**Work to be completed:**
Go through the data below line by line and report how many lines contain "Звёздная", giving only that figure.

**Given records:**
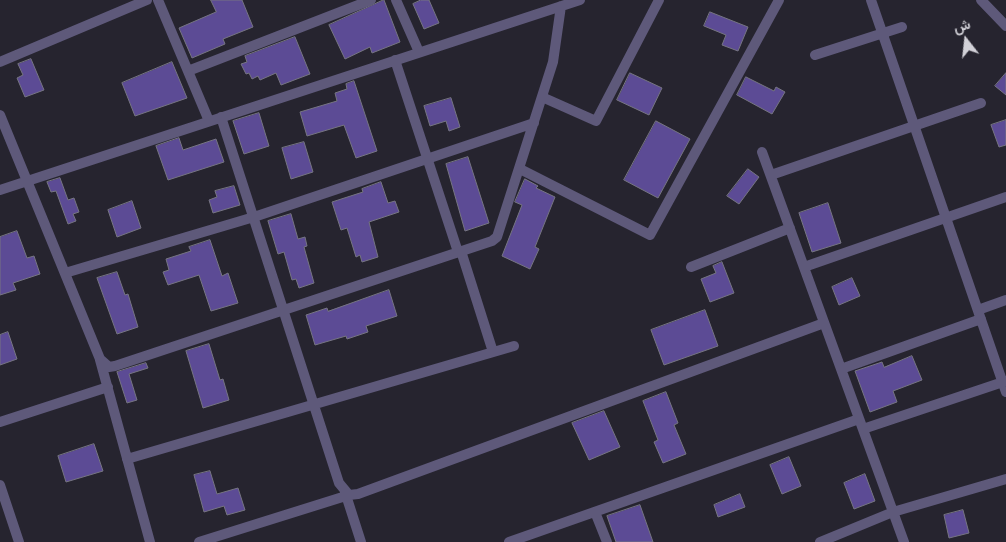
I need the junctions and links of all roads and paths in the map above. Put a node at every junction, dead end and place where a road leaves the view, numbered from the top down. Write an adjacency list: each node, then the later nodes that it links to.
1 (147, 0): 17 (street)
2 (158, 0): 18 (street)
3 (371, 0): 18 (street)
4 (580, 0): 10 (street)
5 (659, 0): 19 (street)
6 (779, 0): 28 (street)
7 (871, 0): 13 (street)
8 (981, 0): 11 (street)
9 (399, 1): 14 (street)
10 (561, 6): 14 (street); 19 (street)
11 (1006, 26)
12 (902, 27): 13 (street)
13 (882, 34): 15 (street); 25 (street)
14 (419, 52): 16 (street)
15 (815, 56)
16 (395, 60): 22 (street); 27 (street)
17 (0, 62)
18 (188, 71): 23 (street)
19 (542, 97): 24 (street)
20 (981, 103): 25 (street)
21 (0, 115): 30 (street)
22 (221, 117): 23 (street); 33 (street)
23 (209, 121): 30 (street)
24 (534, 123): 27 (street); 28 (street)
25 (914, 126): 29 (street); 34 (street)
26 (762, 152): 29 (street)
27 (426, 160): 33 (street); 36 (street)
28 (520, 169): 36 (street)
29 (771, 175): 35 (street)
30 (28, 181): 31 (street); 39 (street)
31 (0, 190)
32 (1006, 196): 34 (street)
33 (254, 217): 39 (street); 41 (street)
34 (946, 218): 38 (street); 42 (street)
35 (790, 228): 37 (street); 38 (street)
36 (459, 252): 41 (street); 45 (street)
37 (692, 267)
38 (804, 267): 43 (street)
39 (65, 273): 46 (street)
40 (1006, 300): 42 (street)
41 (284, 310): 46 (street); 50 (street)
42 (979, 314): 47 (street); 48 (street)
43 (824, 323): 47 (street); 56 (street)
44 (514, 346): 45 (street)
45 (493, 352): 50 (street)
46 (100, 359): 49 (street)
47 (841, 369): 52 (street)
48 (1005, 385): 52 (street)
49 (108, 387): 51 (street); 53 (street)
50 (314, 404): 53 (street); 56 (street)
51 (0, 422)
52 (861, 424): 57 (street); 58 (street)
53 (128, 459): 60 (street)
54 (1006, 479): 58 (street)
55 (0, 485): 59 (street)
56 (347, 494): 61 (street); 62 (street)
57 (595, 512): 63 (street); 64 (street)
58 (893, 512): 65 (street); 66 (street)
59 (19, 542)
60 (150, 542)
61 (199, 542)
62 (361, 542)
63 (509, 542)
64 (607, 542)
65 (820, 542)
66 (904, 542)

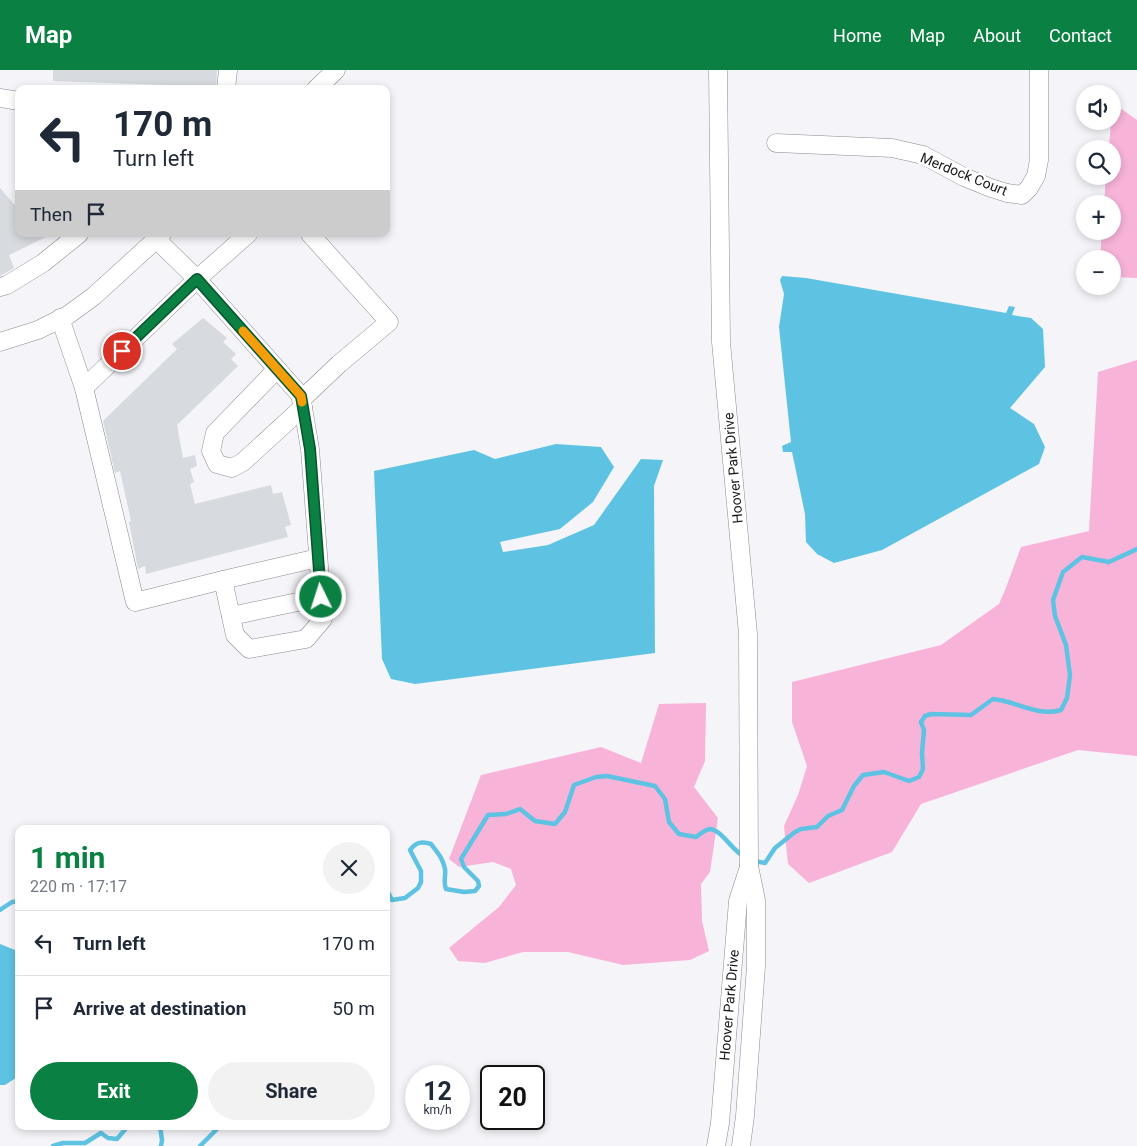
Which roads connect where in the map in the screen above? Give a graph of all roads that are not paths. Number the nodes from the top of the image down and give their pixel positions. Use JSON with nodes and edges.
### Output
{"nodes":[{"id":1,"x":228,"y":70,"type":"edge"},
{"id":2,"x":718,"y":70,"type":"edge"},
{"id":3,"x":1039,"y":70,"type":"edge"},
{"id":4,"x":226,"y":85,"type":"edge"},
{"id":5,"x":0,"y":98,"type":"edge"},
{"id":6,"x":15,"y":100,"type":"edge"},
{"id":7,"x":776,"y":144,"type":"dead end"},
{"id":8,"x":75,"y":237,"type":"edge"},
{"id":9,"x":158,"y":237,"type":"edge"},
{"id":10,"x":160,"y":237,"type":"edge"},
{"id":11,"x":245,"y":237,"type":"edge"},
{"id":12,"x":313,"y":237,"type":"edge"},
{"id":13,"x":197,"y":279,"type":"junction"},
{"id":14,"x":0,"y":287,"type":"edge"},
{"id":15,"x":60,"y":318,"type":"junction"},
{"id":16,"x":0,"y":342,"type":"edge"},
{"id":17,"x":277,"y":369,"type":"junction"},
{"id":18,"x":84,"y":388,"type":"junction"},
{"id":19,"x":302,"y":403,"type":"junction"},
{"id":20,"x":318,"y":558,"type":"junction"},
{"id":21,"x":223,"y":580,"type":"junction"},
{"id":22,"x":321,"y":597,"type":"junction"},
{"id":23,"x":230,"y":616,"type":"junction"},
{"id":24,"x":750,"y":866,"type":"junction"},
{"id":25,"x":716,"y":1146,"type":"edge"},
{"id":26,"x":741,"y":1146,"type":"edge"}],
"edges":[{"from":1,"to":4,"type":"street"},
{"from":2,"to":24,"type":"street","name":"Hoover Park Drive"},
{"from":3,"to":7,"type":"street","name":"Merdock Court"},
{"from":5,"to":6,"type":"street"},
{"from":8,"to":14,"type":"street"},
{"from":9,"to":15,"type":"street"},
{"from":10,"to":13,"type":"street"},
{"from":11,"to":13,"type":"street"},
{"from":12,"to":19,"type":"street"},
{"from":13,"to":17,"type":"street"},
{"from":13,"to":18,"type":"street"},
{"from":15,"to":16,"type":"street"},
{"from":15,"to":18,"type":"street"},
{"from":17,"to":19,"type":"street"},
{"from":17,"to":19,"type":"street"},
{"from":18,"to":21,"type":"street"},
{"from":19,"to":20,"type":"street"},
{"from":20,"to":21,"type":"street"},
{"from":20,"to":22,"type":"street"},
{"from":21,"to":23,"type":"street"},
{"from":22,"to":23,"type":"street"},
{"from":22,"to":23,"type":"street"},
{"from":24,"to":25,"type":"street","name":"Hoover Park Drive"},
{"from":24,"to":26,"type":"street","name":"Hoover Park Drive"}]}
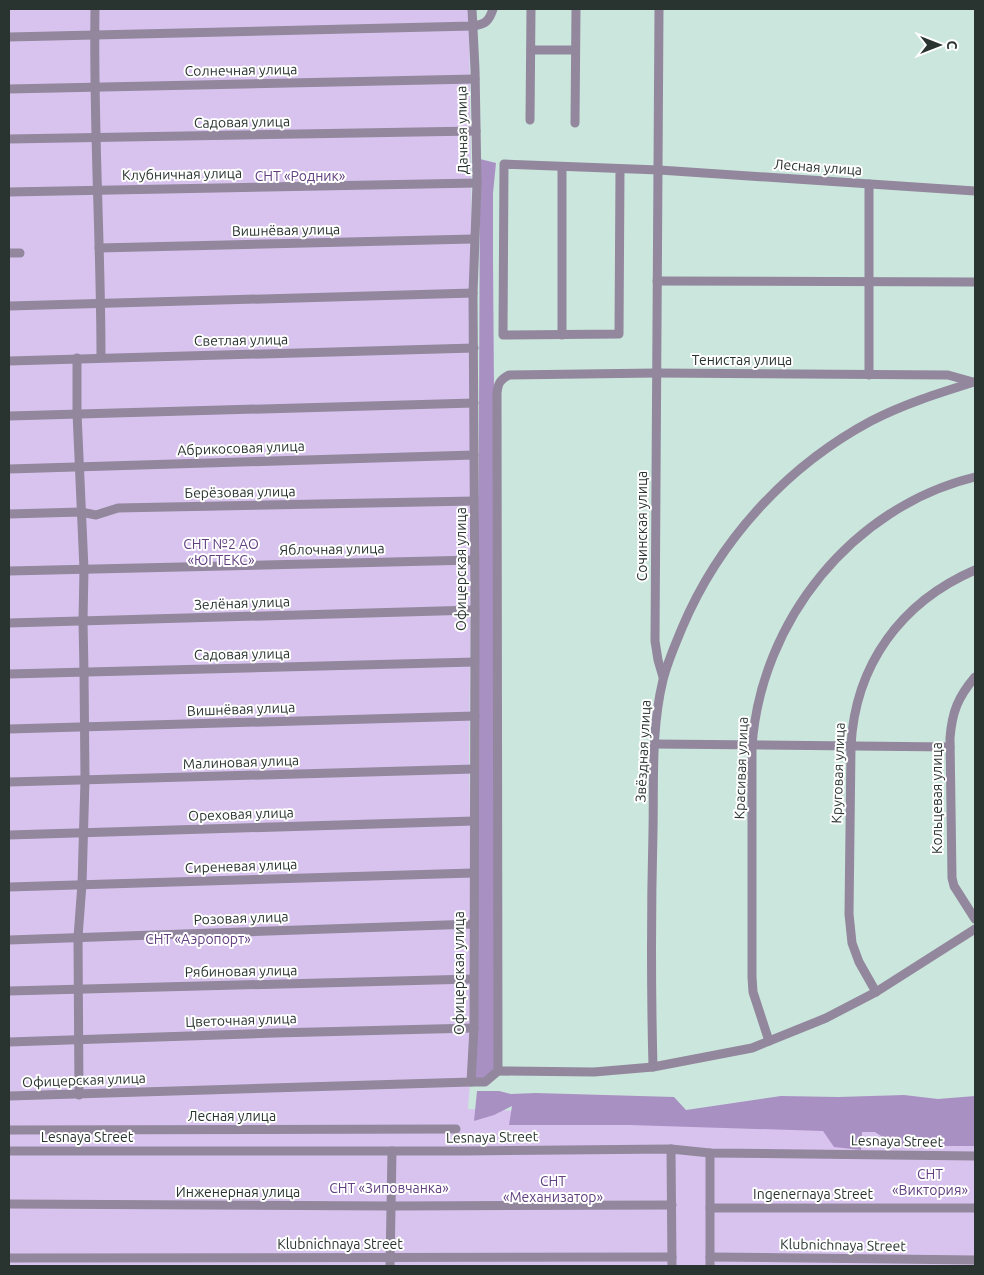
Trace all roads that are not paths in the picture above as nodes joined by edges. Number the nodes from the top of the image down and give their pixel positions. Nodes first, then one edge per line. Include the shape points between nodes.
1 (95, 9) edge
2 (472, 9) edge
3 (493, 9) edge
4 (531, 9) edge
5 (576, 9) edge
6 (659, 9) edge
7 (473, 26) junction
8 (94, 35) junction
9 (9, 36) edge
10 (531, 50) junction
11 (575, 50) junction
12 (475, 79) junction
13 (94, 87) junction
14 (9, 89) edge
15 (530, 120) dead end
16 (575, 124) dead end
17 (476, 131) junction
18 (96, 137) junction
19 (9, 139) edge
20 (562, 168) junction
21 (620, 170) junction
22 (659, 170) junction
23 (477, 183) junction
24 (869, 184) junction
25 (98, 189) junction
26 (975, 191) edge
27 (9, 192) edge
28 (474, 239) junction
29 (99, 248) junction
30 (9, 253) edge
31 (20, 253) dead end
32 (657, 281) junction
33 (869, 282) junction
34 (975, 282) edge
35 (473, 293) junction
36 (101, 304) junction
37 (9, 306) edge
38 (562, 335) junction
39 (474, 348) junction
40 (77, 358) junction
41 (101, 358) junction
42 (9, 361) edge
43 (656, 373) junction
44 (868, 375) junction
45 (974, 382) edge
46 (474, 403) junction
47 (77, 413) junction
48 (9, 416) edge
49 (474, 455) junction
50 (80, 467) junction
51 (9, 469) edge
52 (975, 477) edge
53 (474, 501) junction
54 (81, 512) junction
55 (9, 514) edge
56 (475, 560) junction
57 (84, 568) junction
58 (9, 570) edge
59 (975, 570) edge
60 (475, 610) junction
61 (83, 621) junction
62 (9, 623) edge
63 (475, 662) junction
64 (84, 672) junction
65 (9, 674) edge
66 (664, 677) junction
67 (975, 677) edge
68 (475, 716) junction
69 (84, 727) junction
70 (9, 729) edge
71 (654, 744) junction
72 (752, 746) junction
73 (851, 746) junction
74 (950, 747) junction
75 (474, 769) junction
76 (84, 780) junction
77 (9, 782) edge
78 (474, 821) junction
79 (83, 833) junction
80 (9, 835) edge
81 (473, 873) junction
82 (82, 884) junction
83 (9, 887) edge
84 (975, 919) edge
85 (474, 924) junction
86 (975, 929) edge
87 (78, 937) junction
88 (9, 940) edge
89 (474, 979) junction
90 (79, 988) junction
91 (9, 991) edge
92 (876, 992) junction
93 (474, 1028) junction
94 (77, 1040) junction
95 (769, 1041) junction
96 (9, 1042) edge
97 (653, 1068) junction
98 (498, 1071) junction
99 (471, 1082) junction
100 (79, 1095) junction
101 (9, 1096) edge
102 (456, 1129) dead end
103 (9, 1130) edge
104 (671, 1149) junction
105 (9, 1151) edge
106 (392, 1151) junction
107 (710, 1153) junction
108 (975, 1156) edge
109 (9, 1204) edge
110 (391, 1206) junction
111 (672, 1206) junction
112 (710, 1208) junction
113 (975, 1208) edge
114 (9, 1258) edge
115 (975, 1260) edge
116 (390, 1262) edge
117 (672, 1262) edge
118 (710, 1262) edge

1 - 8 street
2 - 7 street, Дачная улица
3 - 7 street via 489,20
4 - 10 street
5 - 11 street
6 - 22 street, Сочинская улица
7 - 8 street
7 - 12 street, Дачная улица
8 - 9 street
8 - 13 street
10 - 11 street
10 - 15 street
11 - 16 street
12 - 13 street, Солнечная улица
12 - 17 street, Дачная улица
13 - 14 street, Солнечная улица
13 - 18 street
17 - 18 street, Садовая улица
17 - 23 street, Дачная улица
18 - 19 street, Садовая улица
18 - 25 street
20 - 21 street, Лесная улица
20 - 38 street
20 - 38 street, Лесная улица via 504,164 503,336
21 - 22 street, Лесная улица
21 - 38 street via 619,334
22 - 24 street, Лесная улица
22 - 32 street, Сочинская улица
23 - 25 street, Клубничная улица
23 - 28 street, Дачная улица
24 - 26 street, Лесная улица
24 - 33 street
25 - 27 street, Клубничная улица
25 - 29 street
28 - 29 street, Вишнёвая улица
28 - 35 street, Дачная улица
29 - 36 street
30 - 31 street
32 - 33 street
32 - 43 street, Сочинская улица
33 - 34 street
33 - 44 street
35 - 36 street
35 - 39 street, Дачная улица
36 - 37 street
36 - 41 street
39 - 41 street, Светлая улица
39 - 46 street, Офицерская улица
40 - 41 street, Светлая улица
40 - 42 street, Светлая улица
40 - 47 street
43 - 44 street, Тенистая улица
43 - 66 street, Сочинская улица via 655,641
43 - 98 street, Тенистая улица via 509,375 498,384
44 - 45 street, Тенистая улица via 948,375
45 - 66 street, Звёздная улица via 906,404 872,420 790,478 754,513 725,548 688,613
46 - 47 street
46 - 49 street, Офицерская улица
47 - 48 street
47 - 50 street
49 - 50 street, Абрикосовая улица
49 - 53 street, Офицерская улица
50 - 51 street, Абрикосовая улица
50 - 54 street
52 - 72 street, Красивая улица via 940,488 880,520 840,554 818,579 790,620 773,654 758,701
53 - 54 street, Берёзовая улица via 118,508 96,515
53 - 56 street, Офицерская улица
54 - 55 street, Берёзовая улица
54 - 57 street
56 - 57 street, Яблочная улица
56 - 60 street, Офицерская улица
57 - 58 street, Яблочная улица
57 - 61 street
59 - 73 street, Круговая улица via 920,603 890,634 863,685
60 - 61 street, Зелёная улица
60 - 63 street, Офицерская улица
61 - 62 street, Зелёная улица
61 - 64 street
63 - 64 street, Садовая улица
63 - 68 street, Офицерская улица
64 - 65 street, Садовая улица
64 - 69 street
66 - 71 street, Звёздная улица
67 - 74 street, Кольцевая улица via 961,695 952,718
68 - 69 street, Вишнёвая улица
68 - 75 street, Офицерская улица
69 - 70 street, Вишнёвая улица
69 - 76 street
71 - 72 street
71 - 97 street, Звёздная улица
72 - 73 street
72 - 95 street, Красивая улица via 752,977 753,992
73 - 74 street
73 - 92 street, Круговая улица via 852,943
74 - 84 street, Кольцевая улица via 952,878
75 - 76 street, Малиновая улица
75 - 78 street, Офицерская улица
76 - 77 street, Малиновая улица
76 - 79 street
78 - 79 street, Ореховая улица
78 - 81 street, Офицерская улица
79 - 80 street, Ореховая улица
79 - 82 street
81 - 82 street, Сиреневая улица
81 - 85 street, Офицерская улица
82 - 83 street, Сиреневая улица
82 - 87 street
85 - 87 street, Розовая улица
85 - 89 street, Офицерская улица
86 - 92 street
87 - 88 street, Розовая улица
87 - 90 street
89 - 90 street, Рябиновая улица
89 - 93 street, Офицерская улица
90 - 91 street, Рябиновая улица
90 - 94 street
92 - 95 street via 826,1018
93 - 94 street, Цветочная улица
93 - 99 street, Офицерская улица
94 - 96 street, Цветочная улица
94 - 100 street
95 - 97 street via 752,1048
97 - 98 street via 594,1072
98 - 99 street via 485,1082
99 - 100 street, Офицерская улица
100 - 101 street, Офицерская улица
102 - 103 street, Лесная улица
104 - 106 street, Lesnaya Street
104 - 107 street, Lesnaya Street
104 - 111 street
105 - 106 street, Lesnaya Street
106 - 110 street
107 - 108 street, Lesnaya Street
107 - 112 street
109 - 110 street, Инженерная улица
110 - 111 street, Инженерная улица
110 - 116 street
111 - 117 street
112 - 113 street, Ingenernaya Street
112 - 118 street
114 - 116 street, Klubnichnaya Street
115 - 118 street, Klubnichnaya Street
116 - 117 street, Klubnichnaya Street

**Result of the exercise:**
3